Drugs containing the macrolide clarithromycin are limited to newborns and infants up to 6 months. For children over 12 years of age, they are prescribed 250 mg twice a day.
Azithromycin is not used in children:
- up to 16 years (for infusion forms);
- up to 12 years with a weight of less than 45 kg (for tablet and capsule form);
- up to six months (for suspension).
In this case, the dosage for children over 12 years of age with a body weight of more than 45 kg is the same as the adult dose. And for a child 3-12 years old and weighing less than 45 kg, an antibiotic is prescribed at 10 mg per kilogram once a day.

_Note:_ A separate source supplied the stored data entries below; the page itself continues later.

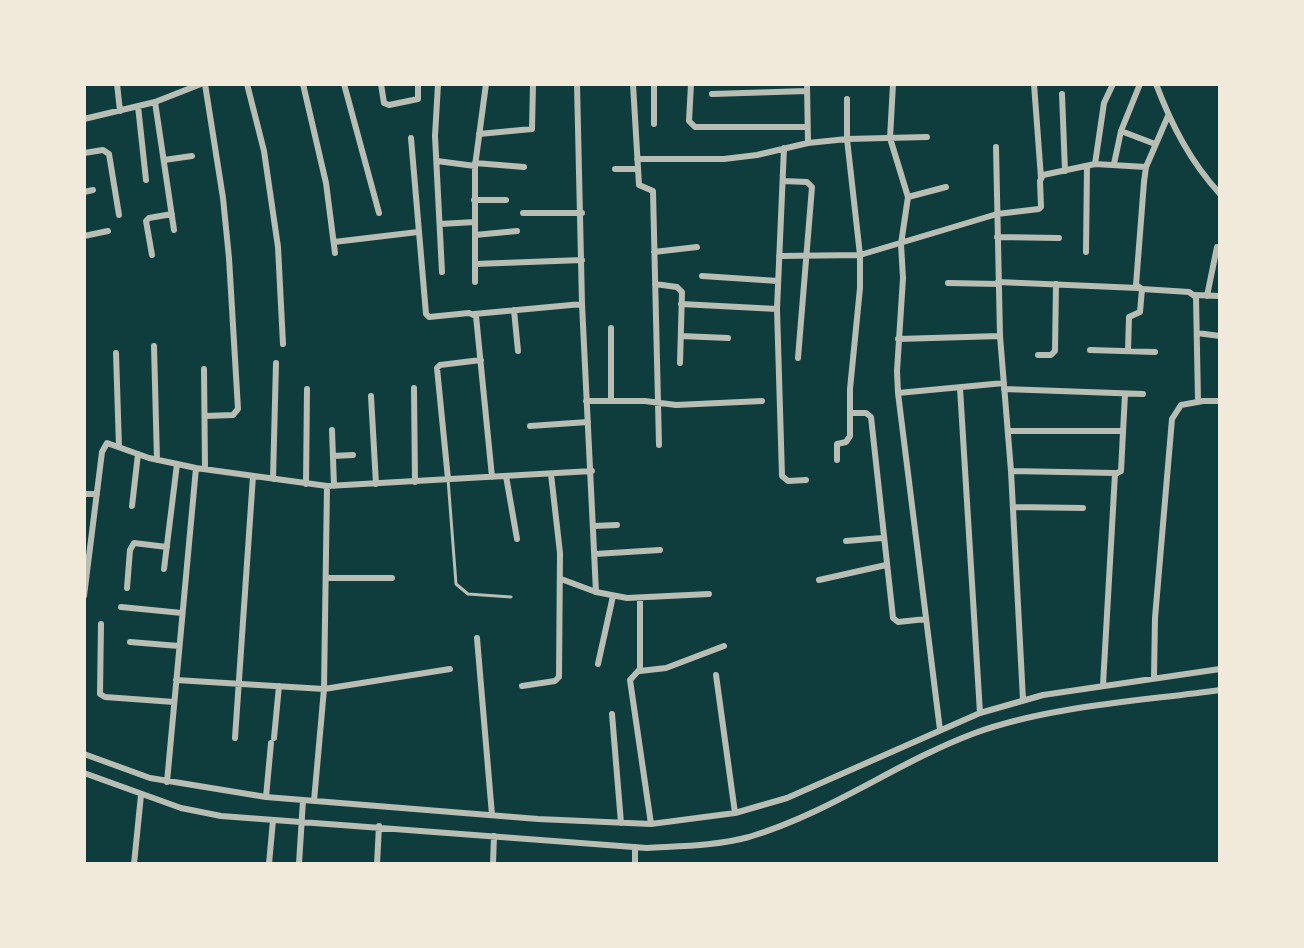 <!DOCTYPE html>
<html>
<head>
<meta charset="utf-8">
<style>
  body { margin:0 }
  #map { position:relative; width:1304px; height:948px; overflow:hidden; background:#0f3d3e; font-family:Signika,sans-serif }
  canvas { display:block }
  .frame { position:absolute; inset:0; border:86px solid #f1e9da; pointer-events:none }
</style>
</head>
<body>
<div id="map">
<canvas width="1304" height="948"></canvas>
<div class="frame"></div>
</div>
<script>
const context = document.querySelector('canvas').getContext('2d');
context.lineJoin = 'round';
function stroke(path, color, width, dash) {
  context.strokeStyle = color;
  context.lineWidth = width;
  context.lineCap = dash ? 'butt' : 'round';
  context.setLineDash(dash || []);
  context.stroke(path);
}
stroke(new Path2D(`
  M448,479L456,584L468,594L511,597`), '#b8beb3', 3);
stroke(new Path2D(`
  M117,84L120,111
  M247,84L264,151L278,247L283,344
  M303,84L326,183L335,253
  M344,84L379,213
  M381,84L384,103L389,105L418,99V84
  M438,84L435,136L442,272
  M577,84L582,304L596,592
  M633,84L639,185L653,191L659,445
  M654,84V124
  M691,84L689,121L695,127H807
  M807,84L808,143
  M893,84L890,138L908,197L901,244L903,278L897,371L898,393L940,730
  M1034,84L1041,178
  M1156,84C1172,126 1190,161 1220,194
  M712,94L807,91
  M1062,94L1065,171
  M155,102L174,230
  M138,106L146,180
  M84,119L155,102L201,84
  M1121,131L1155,144
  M479,134L532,129L533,84
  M411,138L426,314L429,317L469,313L476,316L492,477
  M996,147L1000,336L1011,471L1023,700
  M784,148L777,309L782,476L788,481L806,480
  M84,153L103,150L109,154L119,215
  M637,159H724L757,155L808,143L847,139L927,137
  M164,160L192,156
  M437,161L475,166
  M475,163L524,167
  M1095,164L1104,103L1113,84
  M1114,164L1121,131L1140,84
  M615,169H638
  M783,181L807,182L812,187L798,358
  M84,192L93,190
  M908,197L946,187
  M474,200H506
  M523,213H582
  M440,224L475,222
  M475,235L517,231
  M84,236L108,231
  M997,237L1059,238
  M334,242L418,232
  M654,252L697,247
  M1086,252L1087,166
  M152,255L146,221L149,218L172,214
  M779,256L860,255L997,214L1039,209L1041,207L1040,181L1043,175L1095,164L1146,167
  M475,264L582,260
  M702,276L778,281
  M475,282V166L486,84
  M998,282L1138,288
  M948,283L998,284
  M655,284L677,287L682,292L680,363
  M1142,289L1136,285L1144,182L1146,167L1168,116
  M1142,289L1189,292L1196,297L1198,401
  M1195,295L1220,296
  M1207,296L1217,247
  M681,304L777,309
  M514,310L518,351
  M474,314L582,304
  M1197,333L1220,336
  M681,336L728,338
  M898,339L1000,336
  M154,346L157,460
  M1090,350L1155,352
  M1128,351L1129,317L1140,312L1142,289
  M116,353L119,447
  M1038,355H1051L1055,351L1056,284
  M204,369L205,469
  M414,388L415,482
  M960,388L980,713
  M1004,389L1143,394
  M898,393L1004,383
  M371,396L376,484
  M611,400V328
  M586,401H645L676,405L762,401
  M850,413H866L871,417L893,618L898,622L926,619
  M205,416L233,415L238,409L229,258L223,198L205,84
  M530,426L588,422
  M332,430L334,486
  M1008,431H1123
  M333,456L353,455
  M837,460V444L846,442L850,436V389L860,288V255L847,139V99
  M1011,471L1115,473
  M506,476L517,539
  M273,479L276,363
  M448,479L437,368L440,365L481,360
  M306,484L307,389
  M84,494H97
  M132,506L138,454
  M1014,507L1083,508
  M594,526L617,525
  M846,541L882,538
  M595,554L660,550
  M164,569L177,464
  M326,578H392
  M561,579L596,592L627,598L709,594
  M819,580L886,565
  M127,588L130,550L134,543L167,547
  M84,596L102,452L107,443L149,458L196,468L327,486L592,471
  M640,599V669L630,680L651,824
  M121,607L182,613
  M101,624L100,694L105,697L174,702
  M477,638L492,815
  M130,642L179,646
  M598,664L613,596
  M640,671L666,668L724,646
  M716,675L735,813
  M1154,678L1155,618L1172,419L1181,405L1203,401H1220
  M176,680L324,689L450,669
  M1103,685L1115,474L1121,471L1125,394
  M522,686L555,681L559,677L560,553L551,474
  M612,714L621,823
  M235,738L253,476
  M274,738L279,686
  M84,754L150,778L266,797L538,819L651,824L735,813L787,798L980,713L1043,695L1220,669
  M84,773L181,808L221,816L647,848C681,846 716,846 749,837C832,812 897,762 975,733C1049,706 1142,701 1220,690
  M167,782L196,468
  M266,797L271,743
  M314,801L324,689L327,486
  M134,864L141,795
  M269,864L273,820
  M299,864L303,800
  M377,864L379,826
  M493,864L494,836
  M635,864V847`), '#b8beb3', 6);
</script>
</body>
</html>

The dose of josamycin is 40-50 mc/kg. It is evenly divided into 2-3 doses per day. It is recommended to prescribe 1-2 grams. Spiramycin tablets of 1.5 million IU are not given to children under 3 years of age, and 3 million IU tablets are not given to children under 18 years of age. The maximum dose is 300 IU per kilogram per day.
Bacterial resistance
Bacterial microorganisms are capable of developing resistance (immunity) to the action of antibiotics. Macrolides are no exception. Bacteria included in the spectrum of action of macrolides “avoid” their influence in three ways:
- Modification of cellular components.
- Inactivation of the antibiotic.
- Active “release” of the antibiotic from the cell.
In recent years, scientists have noted a worldwide increase in the immunity of bacterial organisms to the macrolide series. In the USA, as well as Central and Southern Europe, resistance reaches 15-40%. According to the Consilium Medicum portal, in addition to macrolide resistance, there is insufficient effectiveness of aminoglycosides and methicillin (up to 30% of cases). For Turkey, Italy and Japanese lands, bacterial immunity ranges from 30-50%.
In Russia the situation is also getting worse over time. The results of the study under the supervision of the Research Clinical Institute of Otorhinolaryngology named after. L.I. Sverzhevsky states: the resistance of Staphylococcus pneumoniae (pneumococcus) in Moscow patients to 15-membered azithromycin increased by 12.9% (from 8.4% to 21.3%) in the period 2009-2016. In Yaroslavl, low resistance of S. pyogenes to erythromycin is observed (7.5-8.4%). But for Tomsk and Irkutsk this figure was higher - 15.5% and 28.3%, respectively.
Macrolide group– one of the safest at present. The wide spectrum of activity of the drugs allows them to be successfully used in the treatment of infections of varying severity, including as “reserve” drugs. But to prevent the development of microbial resistance, you should not take these medications on your own without first consulting a specialist.